A une époque pas si lointaine -jusqu’au milieu du 20ème siècle- on enseignait l’histoire de France aux enfants du primaire en l’agrémentant de clichés naïfs mais propres à marquer les esprits : En Gaule, les druides coupant le gui avec une serpe ; Saint-Louis rendant la justice sous un chêne ; les « fillettes » du roi Louis XI ; la poule-au-pot et le panache blanc de Henri IV. Il y avait aussi les sentences ou aphorismes prêtés aux figures majeures de cette histoire : « L’Etat c’est moi » ! (Louis XIV) ; « Nous sommes ici par la volonté du peuple et nous n’en sortirons que par la force des baïonnettes » ! (Mirabeau) ; « Impossible n’est pas français » ! (Napoléon Ier).

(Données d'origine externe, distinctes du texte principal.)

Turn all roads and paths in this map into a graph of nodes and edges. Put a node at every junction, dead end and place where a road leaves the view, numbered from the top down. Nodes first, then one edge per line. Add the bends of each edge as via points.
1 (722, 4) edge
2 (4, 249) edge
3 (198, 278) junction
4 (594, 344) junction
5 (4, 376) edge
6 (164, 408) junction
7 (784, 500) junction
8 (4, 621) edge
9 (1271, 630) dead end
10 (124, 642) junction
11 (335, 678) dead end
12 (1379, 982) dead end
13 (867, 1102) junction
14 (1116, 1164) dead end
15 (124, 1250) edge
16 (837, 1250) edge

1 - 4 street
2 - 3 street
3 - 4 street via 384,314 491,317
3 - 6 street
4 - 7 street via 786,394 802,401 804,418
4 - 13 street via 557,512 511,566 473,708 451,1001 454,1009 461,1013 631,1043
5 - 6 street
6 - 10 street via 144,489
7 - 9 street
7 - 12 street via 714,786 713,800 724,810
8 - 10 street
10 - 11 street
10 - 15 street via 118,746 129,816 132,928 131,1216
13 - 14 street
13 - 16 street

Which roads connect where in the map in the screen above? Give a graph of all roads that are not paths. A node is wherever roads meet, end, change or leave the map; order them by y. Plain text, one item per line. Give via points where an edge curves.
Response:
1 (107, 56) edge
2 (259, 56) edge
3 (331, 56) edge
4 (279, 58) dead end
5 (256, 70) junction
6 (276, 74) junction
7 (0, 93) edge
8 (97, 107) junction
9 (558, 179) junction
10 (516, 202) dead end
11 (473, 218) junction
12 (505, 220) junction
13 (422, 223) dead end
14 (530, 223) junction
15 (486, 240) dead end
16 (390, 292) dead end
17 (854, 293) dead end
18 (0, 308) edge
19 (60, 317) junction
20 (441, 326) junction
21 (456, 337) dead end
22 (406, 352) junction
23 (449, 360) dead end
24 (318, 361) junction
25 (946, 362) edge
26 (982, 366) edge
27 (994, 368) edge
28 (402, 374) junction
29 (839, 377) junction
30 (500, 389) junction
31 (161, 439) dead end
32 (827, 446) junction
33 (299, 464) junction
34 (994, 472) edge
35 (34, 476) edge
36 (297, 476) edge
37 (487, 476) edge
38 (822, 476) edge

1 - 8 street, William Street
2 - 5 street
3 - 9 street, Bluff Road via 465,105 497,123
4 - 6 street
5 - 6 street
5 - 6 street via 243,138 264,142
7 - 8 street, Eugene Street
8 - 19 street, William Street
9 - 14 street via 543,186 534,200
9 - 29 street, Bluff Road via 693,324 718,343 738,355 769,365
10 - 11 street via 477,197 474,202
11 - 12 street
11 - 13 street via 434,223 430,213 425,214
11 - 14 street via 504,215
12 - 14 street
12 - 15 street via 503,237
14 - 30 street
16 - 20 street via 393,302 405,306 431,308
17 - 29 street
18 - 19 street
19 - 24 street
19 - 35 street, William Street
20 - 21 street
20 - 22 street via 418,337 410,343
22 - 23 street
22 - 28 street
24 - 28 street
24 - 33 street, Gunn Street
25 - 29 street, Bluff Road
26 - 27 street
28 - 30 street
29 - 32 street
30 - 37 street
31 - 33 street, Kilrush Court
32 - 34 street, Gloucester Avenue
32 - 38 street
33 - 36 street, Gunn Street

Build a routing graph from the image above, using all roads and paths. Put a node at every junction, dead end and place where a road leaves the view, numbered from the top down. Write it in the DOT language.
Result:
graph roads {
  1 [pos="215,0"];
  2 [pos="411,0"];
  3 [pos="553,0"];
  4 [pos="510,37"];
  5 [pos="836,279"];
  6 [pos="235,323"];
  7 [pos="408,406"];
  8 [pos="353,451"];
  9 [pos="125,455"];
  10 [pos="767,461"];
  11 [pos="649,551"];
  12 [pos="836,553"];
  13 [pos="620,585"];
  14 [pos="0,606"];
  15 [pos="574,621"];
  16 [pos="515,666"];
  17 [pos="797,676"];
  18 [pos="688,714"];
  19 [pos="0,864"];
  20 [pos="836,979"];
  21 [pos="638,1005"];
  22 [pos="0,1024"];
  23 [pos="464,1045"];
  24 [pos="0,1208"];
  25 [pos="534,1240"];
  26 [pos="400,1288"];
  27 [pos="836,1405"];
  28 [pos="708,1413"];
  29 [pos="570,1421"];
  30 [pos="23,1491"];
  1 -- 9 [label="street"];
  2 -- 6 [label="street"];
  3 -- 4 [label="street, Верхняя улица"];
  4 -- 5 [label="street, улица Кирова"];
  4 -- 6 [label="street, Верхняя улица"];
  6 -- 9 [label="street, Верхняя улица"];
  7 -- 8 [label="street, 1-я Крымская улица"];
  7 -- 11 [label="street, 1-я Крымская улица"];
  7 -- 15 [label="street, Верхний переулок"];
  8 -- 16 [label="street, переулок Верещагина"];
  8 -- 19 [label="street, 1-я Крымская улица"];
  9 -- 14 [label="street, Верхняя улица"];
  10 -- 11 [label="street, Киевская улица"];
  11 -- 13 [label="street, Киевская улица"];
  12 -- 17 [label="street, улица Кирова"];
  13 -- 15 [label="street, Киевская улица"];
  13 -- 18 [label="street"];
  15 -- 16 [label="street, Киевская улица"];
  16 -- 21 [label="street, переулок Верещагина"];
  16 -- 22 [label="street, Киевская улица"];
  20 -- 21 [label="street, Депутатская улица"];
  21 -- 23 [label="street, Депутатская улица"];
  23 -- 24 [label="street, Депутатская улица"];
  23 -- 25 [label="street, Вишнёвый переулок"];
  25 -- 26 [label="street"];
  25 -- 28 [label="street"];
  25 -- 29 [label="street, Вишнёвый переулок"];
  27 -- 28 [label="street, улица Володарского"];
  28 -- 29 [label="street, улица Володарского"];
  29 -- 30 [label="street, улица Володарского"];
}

Parmi ces « bons mots » ou « petites phrases », arrêtons-nous sur la tranquille affirmation qu’on devrait à Sully, ami et ministre de Henri IV : « Labourage et pâturage sont les deux mamelles de la France ». Belle formule qu’on pourrait encore inscrire sur une banderole déployée aux portes du Salon de l’Agriculture. Mais si l’on en croit la légende biblique, c’est au commencement du monde post-édénique que s’affirma la répartition fonctionnelle entre éleveurs et agriculteurs. Les deux fils d’Adam et Eve en étaient les représentants emblématiques : Caïn cultivait la terre, Abel faisait paître des troupeaux. Cette répartition induit deux modes de vie : les plantes et les arbres étant enracinés dans le sol et nécessitant des soins constants, l’agriculteur est fatalement sédentaire ; les bêtes, elles, peuvent se déplacer, et c’est même indispensable pour leur assurer, grâce à la transhumance, les herbages les plus favorables à leur nutrition selon les saisons ; l’éleveur sera donc nomade. Ce sont deux voies qui se dessinent ainsi, déterminant deux vocations. C’est tellement vrai que, même arraché à la terre par sa fuite après le meurtre d’Abel, Caïn, selon la genèse, fondera des villes, réalisations-mêmes de la sédentarisation.

Dans l’histoire réelle les choses ne vont pas aussi vite. L’époque du paléolithique fut celle du nomadisme généralisé, car à défaut de culture et d’élevage, les groupes humains étaient tributaires de la recherche de la nourriture (cueillette, chasse, pêche) et des évolutions climatiques. Leurs déplacements relevaient d’une nécessité vitale. Avec le néolithique, c’est la sédentarisation qui tend à se généraliser. Un habitat moins précaire voit le jour avec des constructions plus durables. Une occupation organisée du sol donne naissance aux notions de territoire et de propriété. On entre véritablement dans l’histoire quand cette organisation atteint un niveau collectif avec l’apparition des cités, des cités-Etats, des royaumes puis des empires (voir notre article Mythe impérial et réalités communautaires). Le nomadisme perdure essentiellement au travers des tribus d’éleveurs comme on a pu le constater au Proche et au Moyen-Orient, en Asie et dans de nombreuses régions d’Europe. Il y a aussi un nomadisme résultant des conquêtes mais de nature intermittente, précédant de nouvelles sédentarisations (colonisations). Hérité d’habitudes ancestrales, il existe un nomadisme caractérisant la culture encore vivante de certaines ethnies comme les Roms, Tsiganes et autres Gitans.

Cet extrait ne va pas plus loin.